And no...I can't live up to the prowess of Bill Cosby...what a loser I am.

Would you like to compare my writing skills to Faulkner or Nabokov as well?

KamaAina said...

Jack Strain, of "Chee Wee hairdo" fame (or at least notoriety), is the sheriff of St. Tammany Parish, not Chalmette.

Then again, half of St. Bernard Parish (literally) seems to have resettled over there...

Clancy DuBos said...

Killer post, Dambala. I spoke to the IOP tonight and was really uplifted by the YOUNG African-American professionals who have just had it with Nagin and the politics of race. The next citywide elections will determine whether New Orleans survives as a city. I remain optimistic because of our people, all of them, not because of our politicians.

Jeffrey said...

That's some good stuff, Dambala.

Puddinhead said...

Bravo, Dambala. I'm a white New Orleanian of Spanish, English, German, and who knows what else heritage--my father's family came to NOLA from the Balearic Islands via Havana in the 1850's (the original "immigrant" is in St. Roch cemetary) from a town where there've been found signs of the Phoenician culture, so maybe I'm one of those rare Phoenician-Americans. I grew up in the Ninth Ward playing a lot of playground basketball, and some of my black teammates were already cluing me in at 12 or 13 years of age that African-American New Orleanians were no more a homogenous group than were white New Orleanians. Many a fair-skinned 7th Ward Creole emphasized that they shared very little culturally with the guy at the side of the court trying to sell stereos out of the trunk of his car, for example.

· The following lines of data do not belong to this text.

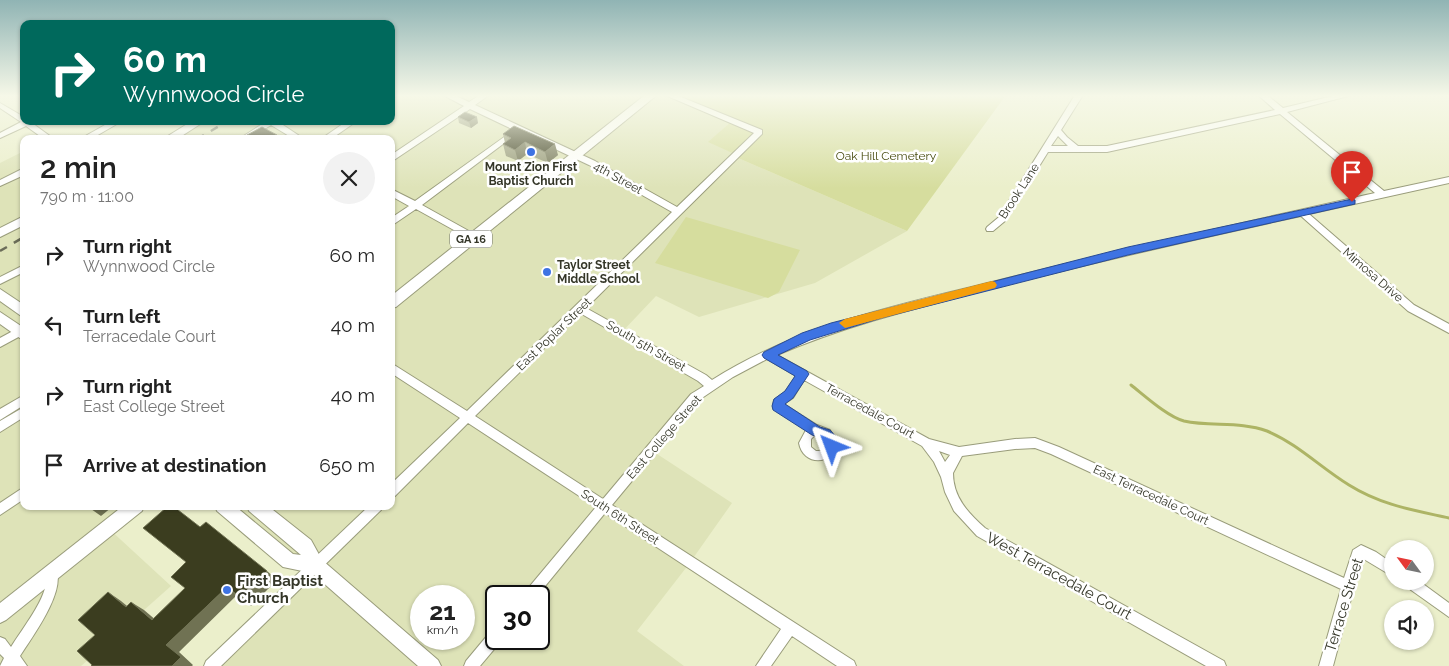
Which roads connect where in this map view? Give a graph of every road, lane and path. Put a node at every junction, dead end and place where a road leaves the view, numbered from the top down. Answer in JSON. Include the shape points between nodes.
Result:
{"nodes":[{"id":1,"x":18,"y":126,"type":"edge"},
{"id":2,"x":32,"y":126,"type":"edge"},
{"id":3,"x":108,"y":126,"type":"edge"},
{"id":4,"x":191,"y":126,"type":"edge"},
{"id":5,"x":265,"y":126,"type":"edge"},
{"id":6,"x":279,"y":126,"type":"edge"},
{"id":7,"x":345,"y":126,"type":"edge"},
{"id":8,"x":432,"y":126,"type":"edge"},
{"id":9,"x":436,"y":126,"type":"edge"},
{"id":10,"x":514,"y":126,"type":"edge"},
{"id":11,"x":614,"y":126,"type":"edge"},
{"id":12,"x":745,"y":126,"type":"edge"},
{"id":13,"x":1213,"y":126,"type":"edge"},
{"id":14,"x":1300,"y":126,"type":"edge"},
{"id":15,"x":1058,"y":128,"type":"joint"},
{"id":16,"x":520,"y":129,"type":"junction"},
{"id":17,"x":44,"y":135,"type":"edge"},
{"id":18,"x":92,"y":135,"type":"edge"},
{"id":19,"x":175,"y":135,"type":"edge"},
{"id":20,"x":250,"y":135,"type":"edge"},
{"id":21,"x":293,"y":135,"type":"edge"},
{"id":22,"x":331,"y":135,"type":"edge"},
{"id":23,"x":0,"y":136,"type":"edge"},
{"id":24,"x":395,"y":149,"type":"edge"},
{"id":25,"x":1045,"y":149,"type":"junction"},
{"id":26,"x":1076,"y":149,"type":"junction"},
{"id":27,"x":395,"y":156,"type":"edge"},
{"id":28,"x":577,"y":156,"type":"junction"},
{"id":29,"x":20,"y":173,"type":"edge"},
{"id":30,"x":1449,"y":180,"type":"edge"},
{"id":31,"x":0,"y":183,"type":"edge"},
{"id":32,"x":395,"y":194,"type":"edge"},
{"id":33,"x":1384,"y":195,"type":"junction"},
{"id":34,"x":416,"y":206,"type":"junction"},
{"id":35,"x":679,"y":212,"type":"junction"},
{"id":36,"x":1303,"y":213,"type":"junction"},
{"id":37,"x":395,"y":220,"type":"edge"},
{"id":38,"x":20,"y":222,"type":"edge"},
{"id":39,"x":990,"y":229,"type":"dead end"},
{"id":40,"x":0,"y":233,"type":"edge"},
{"id":41,"x":473,"y":237,"type":"junction"},
{"id":42,"x":20,"y":270,"type":"edge"},
{"id":43,"x":0,"y":281,"type":"edge"},
{"id":44,"x":0,"y":294,"type":"edge"},
{"id":45,"x":395,"y":300,"type":"edge"},
{"id":46,"x":580,"y":309,"type":"junction"},
{"id":47,"x":20,"y":311,"type":"edge"},
{"id":48,"x":0,"y":317,"type":"edge"},
{"id":49,"x":1449,"y":329,"type":"edge"},
{"id":50,"x":20,"y":331,"type":"edge"},
{"id":51,"x":20,"y":333,"type":"edge"},
{"id":52,"x":0,"y":344,"type":"edge"},
{"id":53,"x":768,"y":355,"type":"junction"},
{"id":54,"x":395,"y":370,"type":"edge"},
{"id":55,"x":803,"y":374,"type":"junction"},
{"id":56,"x":711,"y":386,"type":"junction"},
{"id":57,"x":20,"y":402,"type":"edge"},
{"id":58,"x":0,"y":415,"type":"edge"},
{"id":59,"x":20,"y":415,"type":"edge"},
{"id":60,"x":467,"y":418,"type":"junction"},
{"id":61,"x":0,"y":427,"type":"edge"},
{"id":62,"x":817,"y":431,"type":"dead end"},
{"id":63,"x":926,"y":443,"type":"junction"},
{"id":64,"x":953,"y":450,"type":"junction"},
{"id":65,"x":947,"y":476,"type":"junction"},
{"id":66,"x":395,"y":488,"type":"edge"},
{"id":67,"x":20,"y":495,"type":"edge"},
{"id":68,"x":604,"y":506,"type":"junction"},
{"id":69,"x":0,"y":510,"type":"edge"},
{"id":70,"x":127,"y":510,"type":"edge"},
{"id":71,"x":228,"y":510,"type":"edge"},
{"id":72,"x":260,"y":510,"type":"edge"},
{"id":73,"x":373,"y":510,"type":"edge"},
{"id":74,"x":1384,"y":564,"type":"edge"},
{"id":75,"x":316,"y":566,"type":"junction"},
{"id":76,"x":52,"y":573,"type":"junction"},
{"id":77,"x":538,"y":585,"type":"edge"},
{"id":78,"x":1348,"y":586,"type":"junction"},
{"id":79,"x":1420,"y":590,"type":"edge"},
{"id":80,"x":1449,"y":611,"type":"edge"},
{"id":81,"x":0,"y":614,"type":"edge"},
{"id":82,"x":790,"y":627,"type":"junction"},
{"id":83,"x":0,"y":644,"type":"edge"},
{"id":84,"x":485,"y":649,"type":"edge"},
{"id":85,"x":13,"y":663,"type":"edge"},
{"id":86,"x":211,"y":666,"type":"edge"},
{"id":87,"x":432,"y":666,"type":"edge"},
{"id":88,"x":471,"y":666,"type":"edge"},
{"id":89,"x":763,"y":666,"type":"edge"},
{"id":90,"x":849,"y":666,"type":"edge"},
{"id":91,"x":1220,"y":666,"type":"edge"},
{"id":92,"x":1326,"y":666,"type":"edge"}],
"edges":[{"from":1,"to":23,"type":"street"},
{"from":2,"to":17,"type":"street"},
{"from":3,"to":18,"type":"street"},
{"from":4,"to":19,"type":"main road"},
{"from":5,"to":20,"type":"street"},
{"from":6,"to":21,"type":"street"},
{"from":7,"to":22,"type":"street"},
{"from":8,"to":24,"type":"street"},
{"from":9,"to":27,"type":"street"},
{"from":10,"to":16,"type":"street","name":"4th Street"},
{"from":11,"to":28,"type":"main road","number":"GA 16"},
{"from":12,"to":35,"type":"street","name":"East Poplar Street","via":[[759,132]]},
{"from":13,"to":26,"type":"street","via":[[1107,149]]},
{"from":14,"to":33,"type":"street"},
{"from":15,"to":25,"type":"street","name":"Brook Lane"},
{"from":15,"to":26,"type":"street","via":[[1064,139]]},
{"from":16,"to":28,"type":"street","name":"4th Street"},
{"from":16,"to":34,"type":"street"},
{"from":25,"to":26,"type":"street"},
{"from":25,"to":39,"type":"street","name":"Brook Lane","via":[[1002,219]]},
{"from":28,"to":35,"type":"street","name":"4th Street"},
{"from":28,"to":41,"type":"main road","number":"GA 16"},
{"from":29,"to":31,"type":"street"},
{"from":30,"to":33,"type":"street","name":"East College Street"},
{"from":32,"to":34,"type":"street"},
{"from":33,"to":36,"type":"street","name":"East College Street"},
{"from":34,"to":37,"type":"street"},
{"from":34,"to":41,"type":"street"},
{"from":35,"to":46,"type":"street","name":"East Poplar Street"},
{"from":36,"to":49,"type":"street","name":"Mimosa Drive","via":[[1411,308]]},
{"from":36,"to":53,"type":"street","name":"East College Street","via":[[1128,251],[881,313],[806,336]]},
{"from":38,"to":40,"type":"main road"},
{"from":41,"to":45,"type":"main road","number":"GA 16"},
{"from":42,"to":43,"type":"street"},
{"from":44,"to":47,"type":"main road"},
{"from":46,"to":56,"type":"street","name":"South 5th Street"},
{"from":46,"to":60,"type":"street","name":"East Poplar Street"},
{"from":48,"to":50,"type":"main road"},
{"from":51,"to":52,"type":"street"},
{"from":53,"to":55,"type":"street","name":"Terracedale Court"},
{"from":53,"to":56,"type":"street","name":"East College Street"},
{"from":54,"to":60,"type":"street","name":"South 6th Street"},
{"from":55,"to":62,"type":"street","via":[[778,406]]},
{"from":55,"to":63,"type":"street","name":"Terracedale Court"},
{"from":56,"to":68,"type":"street","name":"East College Street","via":[[696,397]]},
{"from":57,"to":58,"type":"street"},
{"from":59,"to":61,"type":"street"},
{"from":60,"to":66,"type":"street","name":"East Poplar Street"},
{"from":60,"to":68,"type":"street","name":"South 6th Street"},
{"from":63,"to":64,"type":"street","name":"Terracedale Court"},
{"from":63,"to":65,"type":"street","name":"West Terracedale Court"},
{"from":64,"to":65,"type":"street"},
{"from":64,"to":78,"type":"street","name":"East Terracedale Court","via":[[1035,443]]},
{"from":65,"to":91,"type":"street","name":"West Terracedale Court","via":[[955,503],[981,532]]},
{"from":67,"to":69,"type":"street"},
{"from":68,"to":77,"type":"street","name":"East College Street"},
{"from":68,"to":82,"type":"street","name":"South 6th Street"},
{"from":70,"to":76,"type":"main road"},
{"from":71,"to":75,"type":"main road","via":[[289,561]]},
{"from":72,"to":75,"type":"main road","via":[[305,546]]},
{"from":73,"to":75,"type":"street"},
{"from":74,"to":78,"type":"street","name":"Terrace Street","via":[[1372,556],[1361,552],[1356,554]]},
{"from":75,"to":86,"type":"street"},
{"from":75,"to":87,"type":"main road"},
{"from":76,"to":81,"type":"main road"},
{"from":76,"to":85,"type":"street","via":[[51,590]]},
{"from":78,"to":92,"type":"street","name":"Terrace Street"},
{"from":79,"to":80,"type":"street"},
{"from":82,"to":89,"type":"street"},
{"from":82,"to":90,"type":"street","name":"South 6th Street"},
{"from":83,"to":85,"type":"street"},
{"from":84,"to":88,"type":"street"}]}
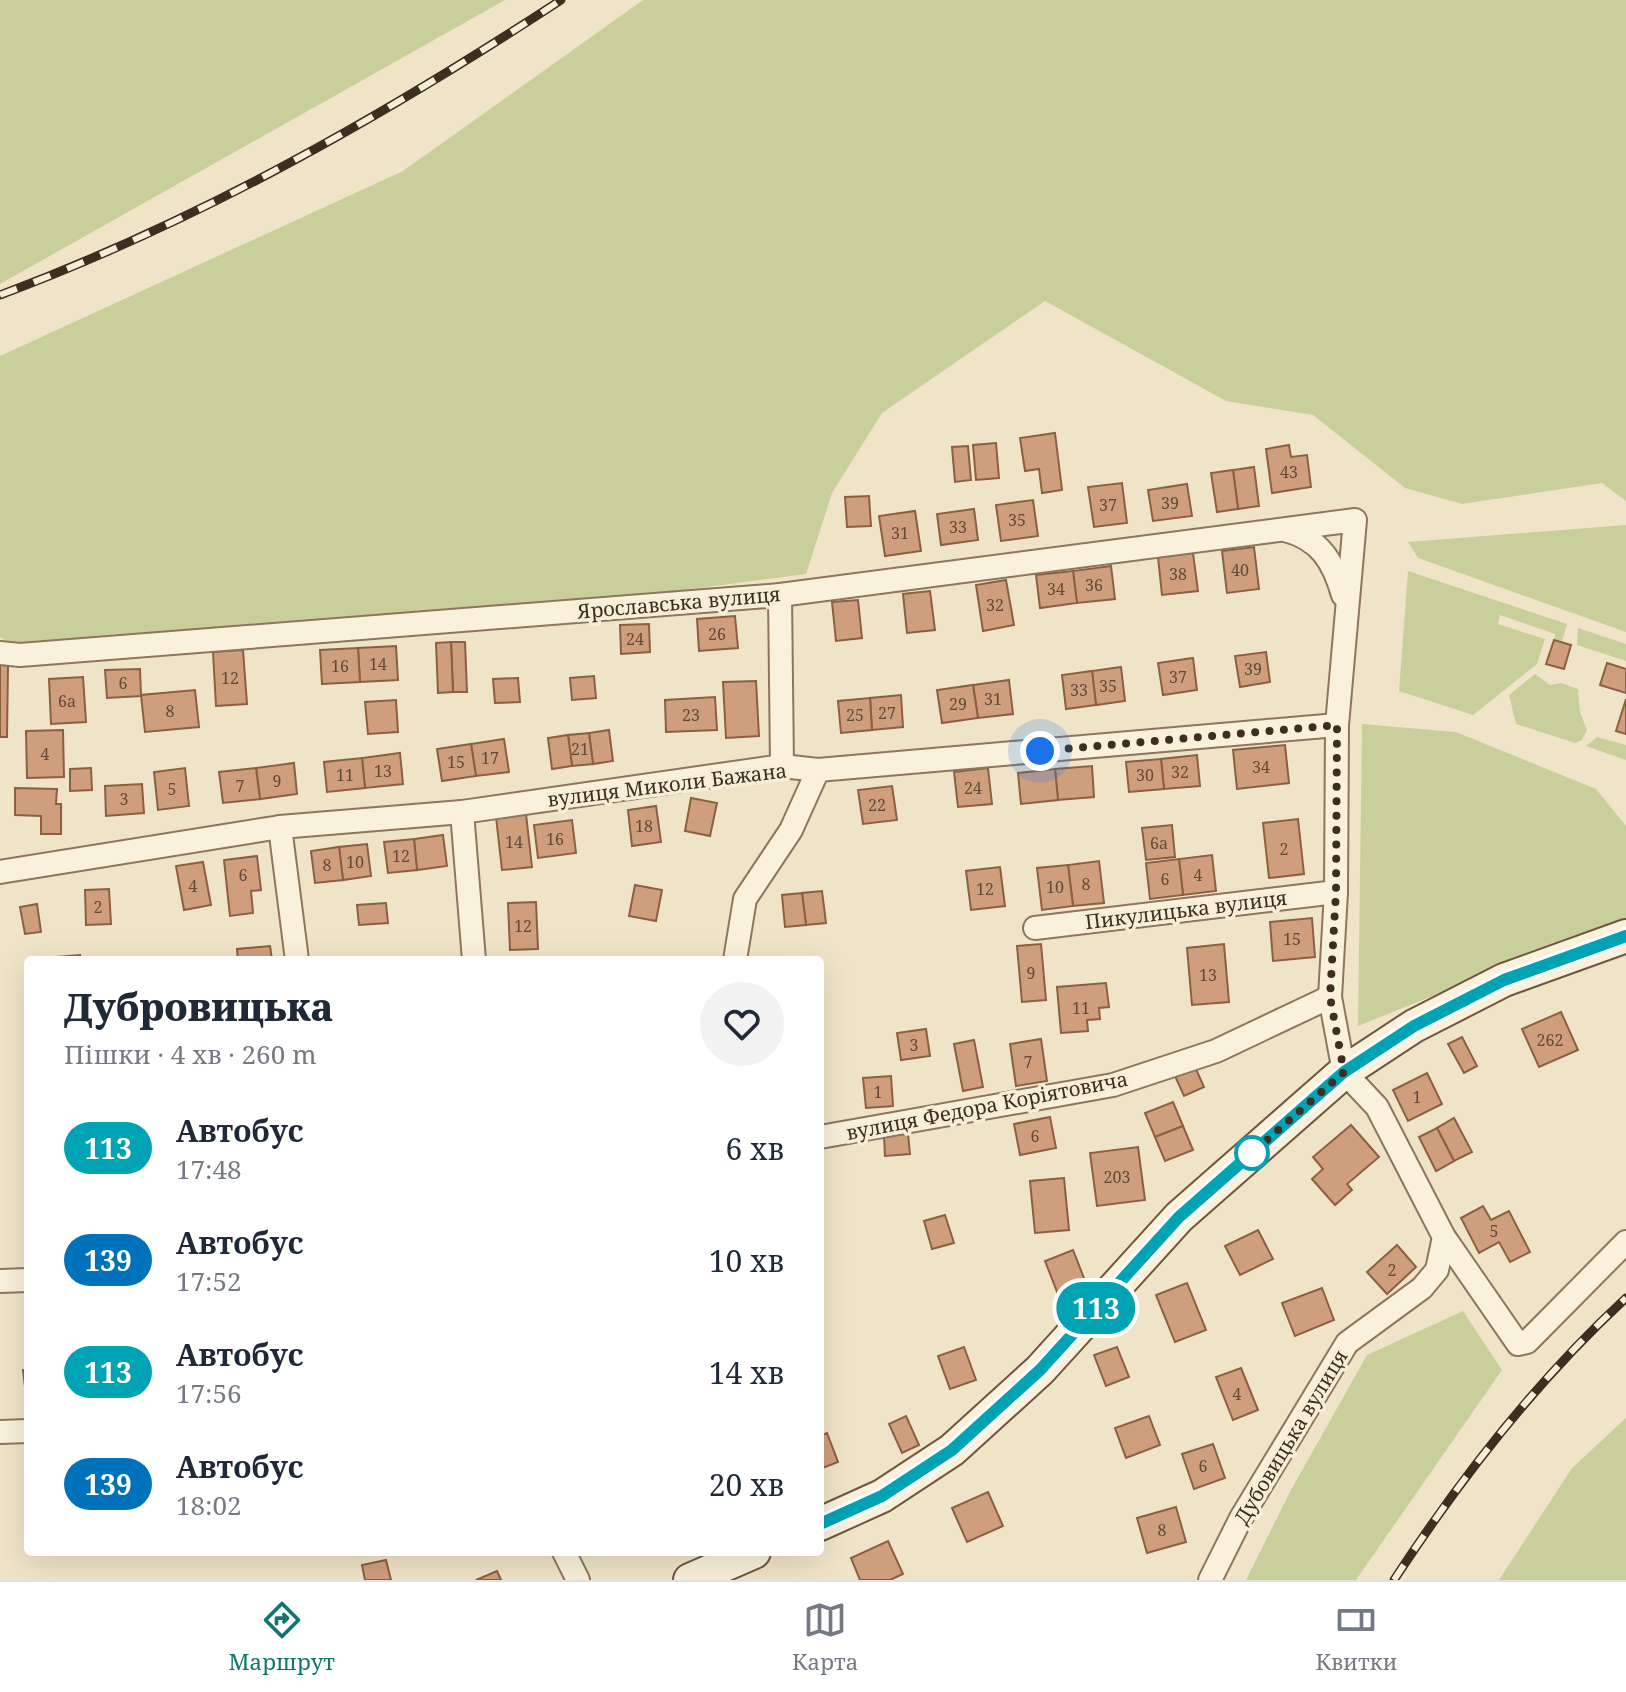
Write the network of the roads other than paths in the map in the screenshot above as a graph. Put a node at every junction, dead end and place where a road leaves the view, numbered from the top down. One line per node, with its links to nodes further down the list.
1 (1280, 529): 2 (street, Ярославська вулиця); 3 (street); 3 (street, Ярославська вулиця)
2 (780, 595): 4 (street, Ярославська вулиця); 6 (street)
3 (1346, 606): 5 (street)
4 (0, 653)
5 (1337, 725): 7 (street, вулиця Миколи Бажана); 11 (street)
6 (782, 766): 7 (street, вулиця Миколи Бажана); 8 (street, вулиця Миколи Бажана)
7 (818, 770): 16 (street)
8 (462, 812): 9 (street, вулиця Миколи Бажана); 15 (street)
9 (280, 827): 10 (street, вулиця Миколи Бажана); 14 (street)
10 (0, 872)
11 (1336, 892): 12 (street, Пикулицька вулиця); 17 (street)
12 (1035, 928)
13 (1626, 936): 18 (main road)
14 (296, 956)
15 (474, 956)
16 (736, 956)
17 (1330, 997): 18 (street); 19 (street, вулиця Федора Коріятовича)
18 (1344, 1072): 20 (street); 26 (main road)
19 (824, 1136)
20 (1444, 1237): 21 (street); 31 (street, Дубовицька вулиця)
21 (1626, 1242)
22 (24, 1280): 23 (street)
23 (0, 1281)
24 (24, 1431): 25 (street)
25 (0, 1432)
26 (824, 1522)
27 (566, 1556): 30 (street)
28 (745, 1556): 29 (main road)
29 (695, 1579)
30 (578, 1580)
31 (1210, 1580)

I've long held pretty much the same opinion on race as you've laid out here, although I've never been able to explain myself quite so succintly.

As for the first Anonymous...obviously you don't need me to come to your defense, Dambala, but I will say this--the points he's put forward here are usually offered by those who find more of a need to fix blame rather than to address problems. Thrilled to quote Cosby when he emphasizes the self-inflicted ills in the black community. Probably not as thrilled to explore reasons behind some of those ills. The kind of guy who tells the fourth-generation alcoholic to "just stop drinking".

mominem said...

Great post. My thinking is along similar lines.

Joe Longo said...

All fair enough, but it's also true that the priorities of city governance (appointments, appropriations, contracts, etc) are going to shift drastically as the post-K voting demographic churns out non-black elected officials. Will they consciously act against the interests of the black community? Perhaps not, but one certainly has the right to feel apprehensive about the very real power shift that has taken place since '06.

Dambala said...

- Perhaps not, but one certainly has the right to feel apprehensive about the very real power shift that has taken place since '06.

I guess if you look at it purely in terms of race...yeah....you certainly have that right. But if you think Nagin has had the African-American community's best interest at heart, or for that matter Gill-Pratt....I think you should take a harder look. I think Mitch Landrieu would have served the N.O. African-American interests much more so than Nagin has.

I don't know...I still can't justify anyone voting simply along racial lines.

John Lawson said...

I have to concur with Mr Longo.
There is a systematic genocide going on in New Orleans that started long before Katrina, ie moving folks out to Nawlins East, that is now in full force once again.
The politicians are merely politicians, regardless of party, controlled by the power elite, who, like most other city in the United States,(Baton Rouge is a classic example) want their cities lived in by high tax paying individuals.
The race card just as the violence card serves all parties both black and white.

Anonymous said...

An extraordinary commentary on an exhausting subject.
It seems so hard to escape but you nailed it with culture. Bravo.

Puddinhead said...

"Systematic genocide"????

Overly dramatic, much?? Yeah, I was at the Lowe's on Read Tuesday, and they were just saying how it's just like Darfur out there.....

Angelique said...

I'd like to add my words of appreciation for driving to the core of what I think, but could never articulate. Your words ring much truer and avoid many of the sour notes present in most discussions on the topic. Extremely worthwhile contribution.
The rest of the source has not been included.